A Lymphatic Mechanism of Rotavirus Extraintestinal Spread in the Neonatal Mouse

Eric C Mossel 1,, Robert F Ramig 1,*
PMCID: PMC254244  PMID: 14581572

Abstract

We used the neonatal mouse model of rotavirus infection and virus strains SA11-clone 4 (SA11-Cl4) and Rhesus rotavirus (RRV) to examine the mechanism of the extraintestinal spread of viruses following oral inoculation. The spread-competent viruses, RRV and reassortant R7, demonstrated a temporal progression from the intestine, to the terminal ileum, to the mesenteric lymph nodes (MLN), and to the peripheral tissues. SA11-Cl4 was not found outside the intestine. Reassortant virus S7, which was unable to reach the liver in previous studies (E. C. Mossel and R. F. Ramig, J. Virol. 76:6502-6509, 2002), was recovered from 60% of the MLN, suggesting that there are multiple determinants for the spread of virus from the intestine to the MLN. Phenotypic segregation analysis identified RRV genome segment 6 (VP6) as a secondary determinant of the spread of virus to the MLN (P = 0.02) in reassortant viruses containing segment 7 from the spread-incompetent parent. These data suggest that in the orally infected neonatal mouse, the extraintestinal spread of rotavirus occurs via a lymphatic pathway, and the spread phenotype is primarily determined by NSP3 and can be modified by VP6.

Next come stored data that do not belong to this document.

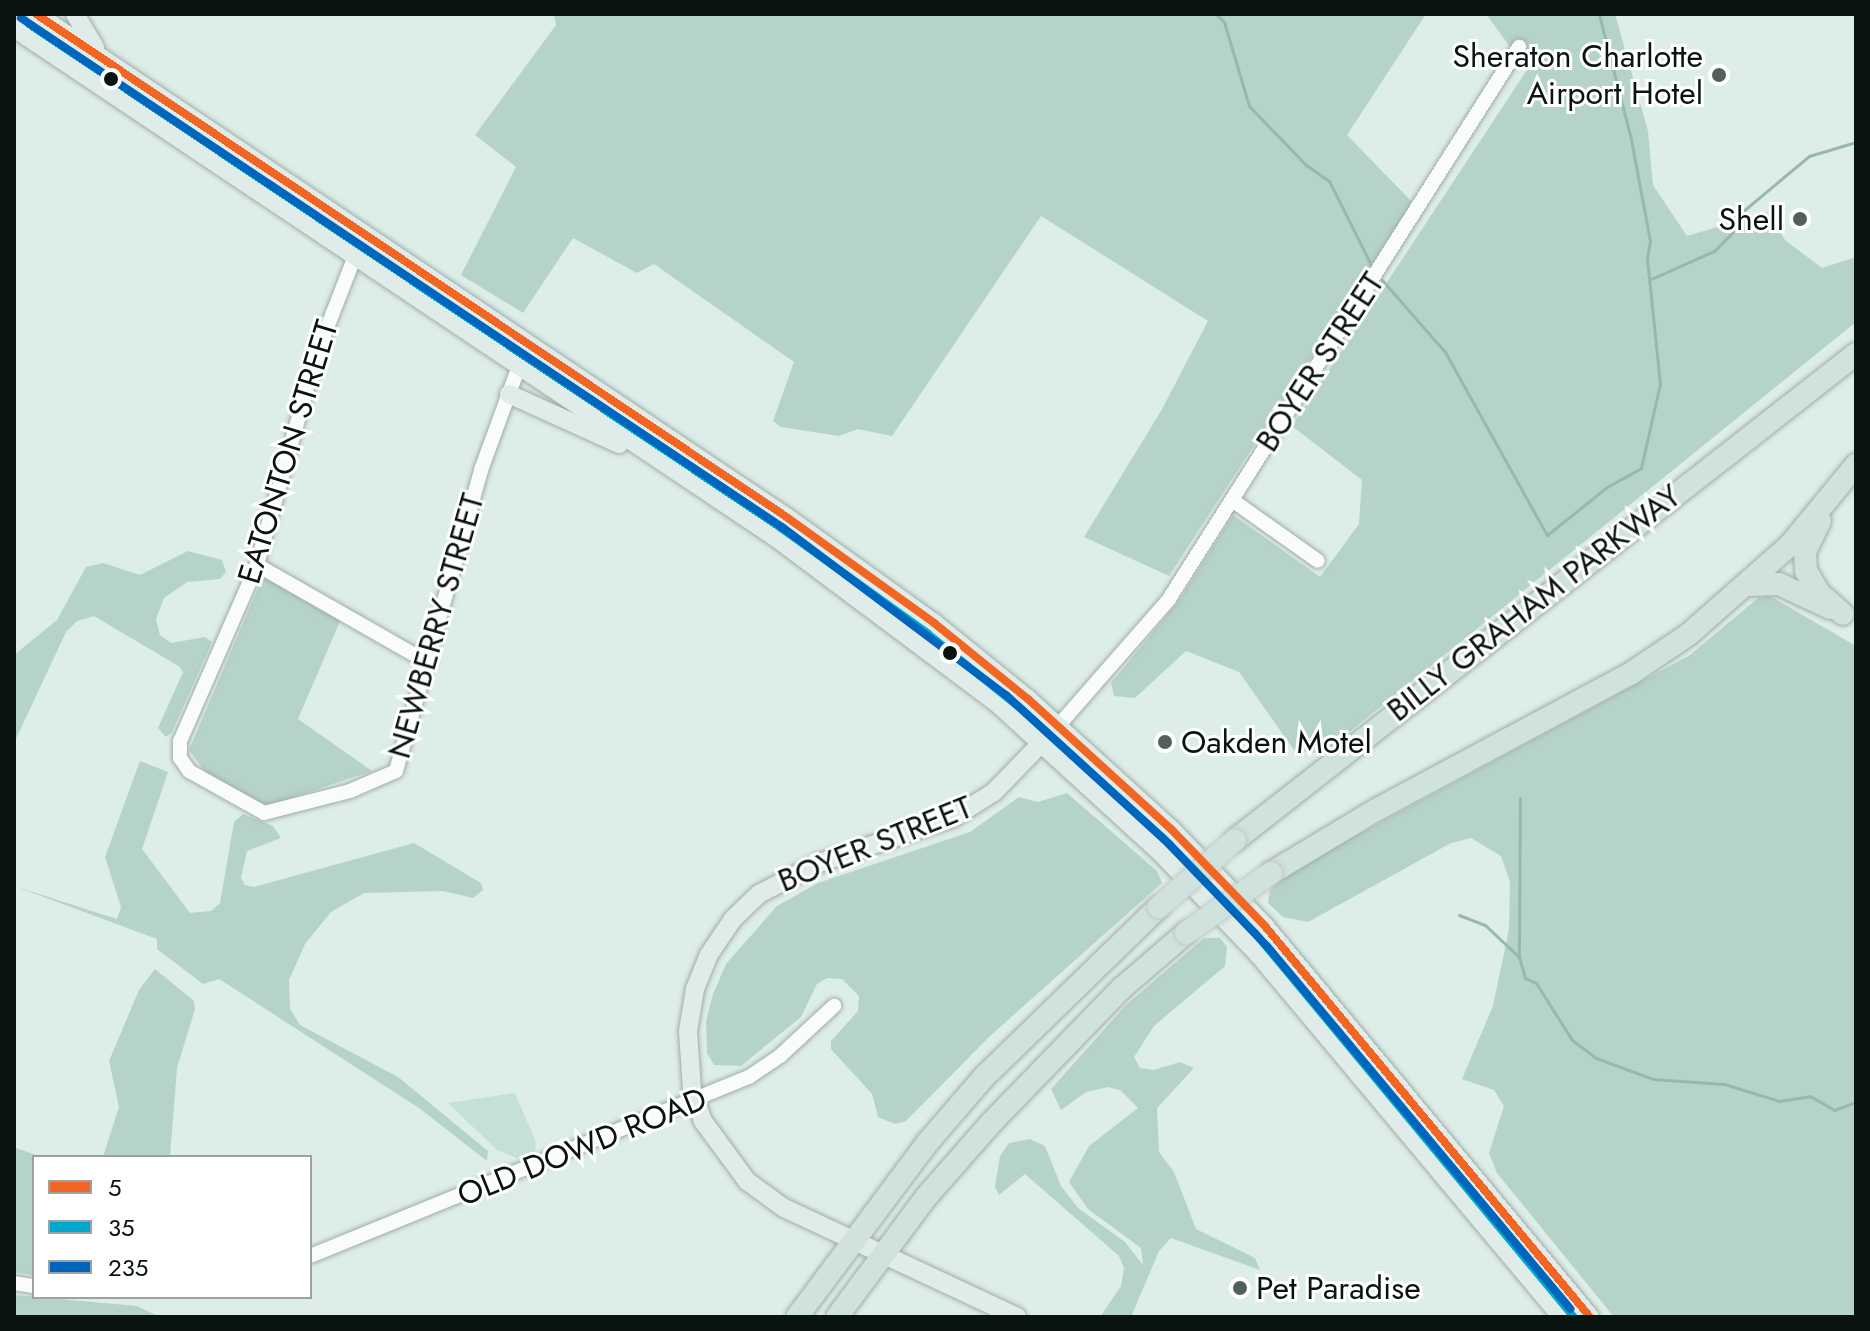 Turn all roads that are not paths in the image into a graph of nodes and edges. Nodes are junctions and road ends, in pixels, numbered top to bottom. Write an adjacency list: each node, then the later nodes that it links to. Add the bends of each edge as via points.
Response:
1 (36, 14): 5 (main road)
2 (75, 14): 5 (main road, via 91,44)
3 (14, 28): 7 (main road)
4 (1519, 47): 14 (street, BOYER STREET)
5 (120, 71): 6 (main road)
6 (368, 237): 7 (street, EATONTON STREET); 8 (main road)
7 (355, 256): 10 (main road); 16 (street, EATONTON STREET, via 316,356)
8 (532, 347): 10 (street, NEWBERRY STREET); 20 (main road, via 853,563)
9 (1856, 354): 27 (highway, BILLY GRAHAM PARKWAY, bridge, via 1235,840 1159,907 984,1077)
10 (519, 366): 11 (street, NEWBERRY STREET); 12 (main road)
11 (509, 394): 12 (main road); 19 (street, NEWBERRY STREET, via 481,470)
12 (669, 466): 21 (main road, via 860,597)
13 (1850, 473): 17 (highway); 18 (highway, via 1805,552 1806,571 1820,594)
14 (1232, 500): 15 (street); 20 (street, BOYER STREET, via 1163,606)
15 (1318, 561)
16 (257, 565): 19 (street); 22 (street, EATONTON STREET, via 180,741)
17 (1749, 585): 18 (highway, via 1779,584); 29 (highway, bridge, via 1630,674 1337,832 1186,933 1122,988 993,1121)
18 (1849, 619)
19 (429, 663): 22 (street, NEWBERRY STREET, via 400,762 384,779 264,813 189,771)
20 (1058, 726): 21 (main road, BOYER STREET); 23 (main road, via 1171,829)
21 (1042, 743): 24 (main road, via 1162,854); 26 (main road, BOYER STREET, via 994,792 953,818 795,872 759,894 733,919 708,956 695,989 688,1031)
22 (180, 758)
23 (1286, 952): 24 (main road); 34 (main road)
24 (1269, 967): 33 (main road)
25 (834, 1006): 26 (street, OLD DOWD ROAD, via 780,1056)
26 (695, 1102): 27 (main road, BOYER STREET, via 713,1140 747,1181 784,1208); 28 (street, OLD DOWD ROAD)
27 (852, 1241): 29 (main road, BOYER STREET); 30 (highway, BILLY GRAHAM PARKWAY)
28 (312, 1255)
29 (883, 1255): 31 (highway); 32 (main road, BOYER STREET)
30 (797, 1317)
31 (837, 1317)
32 (1017, 1317)
33 (1561, 1317)
34 (1590, 1317)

Rotaviruses (Reoviridae family) are the major cause of viral gastroenteritis among children and animals, accounting annually for 450,000 to 650,000 deaths in children worldwide (U. D. Parashar, E. G. Hummelman, J. S. Bresee, M. A. Miller, and R. I. Glass, Abstr. Vaccines Enteric Dis., p. 76, 2001). The rotavirus particle consists of three concentric protein capsid layers surrounding the genome of 11 double-stranded RNA segments that encode six structural proteins (VP1 to VP4, VP6, and VP7) and six nonstructural proteins (NSP1 to NSP6) (5).

Rotavirus infection results in cytolytic lesions on the intestinal villi and a characteristic histopathology: villous blunting and atrophy, crypt hyperplasia, and sloughing of the enterocytes at the tip of the villus. Increasing clinical evidence suggests that rotavirus infection is not solely confined to the intestine, although occurrence outside of the intestine is rare, given the ubiquitousness of rotavirus infection. Numerous investigators report rotavirus antigen and/or viral RNA detected by enzyme immunoassay, immune electron microscopy, electron microscopy, or reverse transcription-PCR in the central nervous system (CNS) of children with rotavirus diarrhea and with benign to severe convulsions or encephalitis (3, 7-9, 12, 13, 17, 20, 21, 30-32). Additional reports discuss CNS complications with concomitant rotavirus infection but do not demonstrate CNS invasion (11, 26, 28). Rotavirus antigen and/or RNA was also observed in the microvasculature of the heart (not the myocytes or fibroblasts) of two children who presented with gastroenteritis but suffered cardio-respiratory failure and died (14) and in liver biopsy tissue from infants with cholestatic disease (22, 24). Finally, rotavirus antigen was detected in the liver and kidneys of four immunocompromised children with rotavirus-induced diarrhea at the time of death (6). Animal studies support these observations. Rotavirus and/or rotavirus antigen was recovered from the blood, liver, spleen, kidneys, lungs, and mesenteric lymph nodes (MLN) of orally inoculated mice (1, 2, 4, 10, 16, 27), and mouse models for rotavirus-induced hepatitis (29) and biliary atresia (25) were previously described.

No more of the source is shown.